Since high spatial resolution imagery that covers the full spatial extent of a state with limited cloud contamination is not common, we use publicly available and low cost NAIP orthophotography in this study [60]. The NAIP program is administered by the Aerial Photography Field Office (APFO) of the United States Department of Agriculture (USDA). Recently, data have been provided at an 8-bit radiometric resolution and a 0.5 to 1 m spatial resolution with four spectral bands: red, green, blue, and near infrared (NIR). Cloud cover is stipulated to be less than 10% for each United States Geologic Survey (USGS) quarter quad; however, based on the authors’ experiences using these data, cloud cover is generally much lower than 10%. The data are generally collected in the growing season during the leaf-on period [60]. Given that this imagery is collected for entire states every two to three years throughout CONUS, the methods described here could potentially be applied to other states or geographic extents within the United States.

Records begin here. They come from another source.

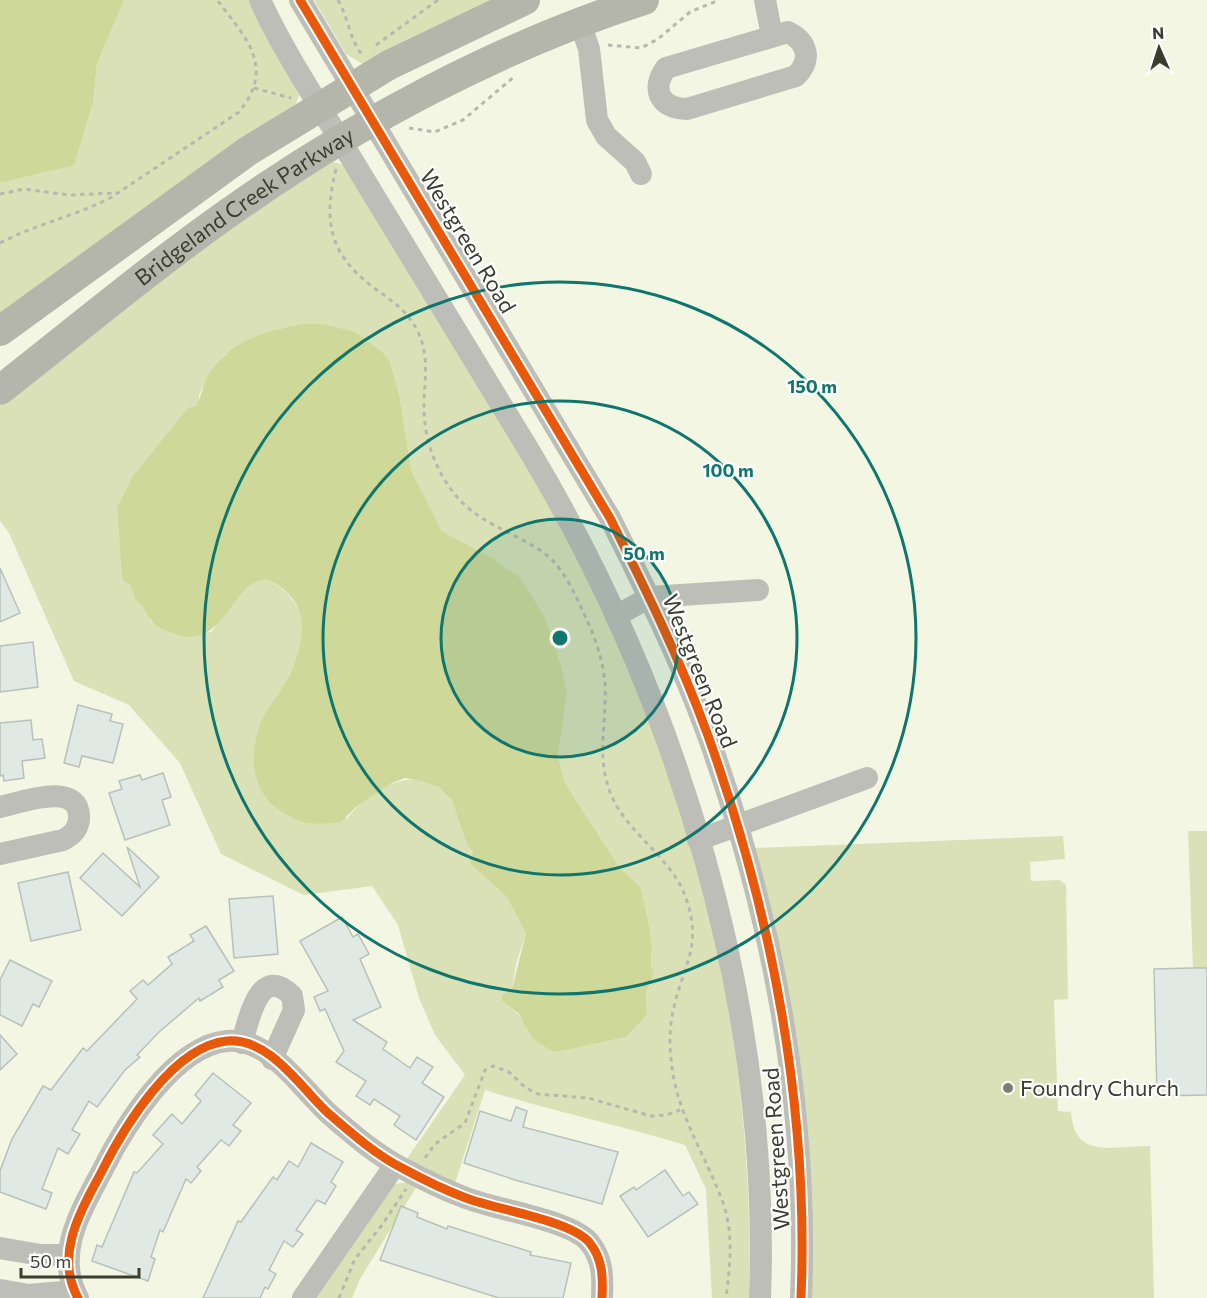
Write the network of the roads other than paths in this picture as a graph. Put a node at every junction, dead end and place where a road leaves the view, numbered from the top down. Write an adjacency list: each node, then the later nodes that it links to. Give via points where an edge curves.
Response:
1 (260, 0): 9 (street, Westgreen Road)
2 (300, 0): 8 (street, Westgreen Road)
3 (525, 0): 8 (main road, Bridgeland Creek Parkway, via 389,65)
4 (644, 0): 6 (main road, Bridgeland Creek Parkway)
5 (765, 0): 7 (street)
6 (584, 36): 10 (main road, Bridgeland Creek Parkway, via 485,63); 12 (street, via 597,120 606,136 636,162)
7 (772, 36): 7 (street, via 666,68 659,78 663,102 673,109 687,109 796,76 807,58 805,48 799,38 788,32)
8 (352, 87): 9 (main road, Bridgeland Creek Parkway); 10 (street, Westgreen Road)
9 (314, 110): 11 (street, Westgreen Road); 13 (main road, Bridgeland Creek Parkway, via 248,151)
10 (387, 124): 11 (main road, Bridgeland Creek Parkway); 16 (street, Westgreen Road)
11 (335, 145): 14 (main road, Bridgeland Creek Parkway, via 226,214); 17 (street, Westgreen Road, via 532,456)
12 (641, 174)
13 (0, 330)
14 (0, 390)
15 (758, 590): 16 (street)
16 (650, 597): 17 (street); 20 (street, Westgreen Road, via 707,733)
17 (616, 615): 21 (street, Westgreen Road, via 668,747)
18 (867, 778): 20 (street)
19 (0, 807): 22 (street, via 65,796 75,804 79,815 78,826 63,840)
20 (736, 826): 21 (street); 31 (street, Westgreen Road, via 770,955 788,1049 798,1149)
21 (698, 840): 30 (street, Westgreen Road, via 730,964 746,1055 756,1129)
22 (0, 854)
23 (258, 1050): 23 (street, via 294,1010 292,996 282,988 267,988 260,993); 24 (street, via 326,1111); 26 (street, via 230,1041 203,1047 150,1094 100,1174 75,1227)
24 (405, 1170): 28 (street); 29 (street, via 466,1198 569,1228 589,1242 601,1264)
25 (0, 1248): 26 (street, via 41,1255)
26 (72, 1280): 27 (street, via 29,1295)
27 (0, 1290)
28 (303, 1298)
29 (602, 1298)
30 (760, 1298)
31 (801, 1298)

NAIP imagery have been applied to a variety of tasks including mapping urban landscapes [2], impervious surface [61], forest cover [1,6,34], and mining and mine reclamation [47,62]. Some complexities of working with high spatial resolution data over large extents, including NAIP orthophotography, are large data volumes, complex class signatures associated with within class heterogeneity, low spectral resolution, and frequent shadow contamination [1,6,22,34,40,48,62,63,64,65]. NAIP data are often acquired by multiple sensors over an extended period of time with variable viewing geometry and illumination, resulting in complexity and heterogeneity across geographic extents. Further, NAIP data are not available over multiple seasons, as is common with satellite data with fixed return intervals, so seasonal patterns cannot be used to further differentiate classes without incorporation additional image data sources. It is also difficult to convert these data to reflectance as radiometric response information is generally not available [6,22,34,60,62,66,67,68]. However, NAIP data do have many positive attributes including availability over large spatial extents, high spatial resolution, low cost to the end-user, low cloud cover, and repeat collection [1,4,6,40,60,62,67,69,70,71], so there is value in exploring these data as input for large-area, high spatial resolution land cover mapping tasks. For a full review of NAIP data for land cover classification and feature extraction, please see [60].

2. Materials and Methods

2.1. Study Area

This mapping project was conducted for the entire state of West Virginia, USA (see Figure 1), which covers a land area of roughly 62,000 km². The state has a humid continental climate with an average winter temperature of 1°C and an average summer temperature of 22°C. It ranges in latitude from 37°N to 41°N and in elevation from 150 m to 1500 m. Rainfall varies from an average 64 cm per year in the eastern panhandle to an average 160 cm per year on west-facing slopes in the highest elevations of the Allegheny Mountains physiographic section. The state is dominated by forested land cover, including mixed, oak dominant, northern hardwood, and northern evergreen forests [72]. Based on the 2011 NLCD land cover, the state is roughly 80% forested, 11% hay/pasture/herbaceous/cultivated crop, and 7% developed. It is topographically rugged, with variable elevation. The western portion of the state has moderate to strong relief within a mature plateau dissected by a dendritic stream network. The eastern portion of the state occurs predominately within the Ridge and Valley physiographic province, which is characterized by linear ridges and valleys with a trellis stream network [72].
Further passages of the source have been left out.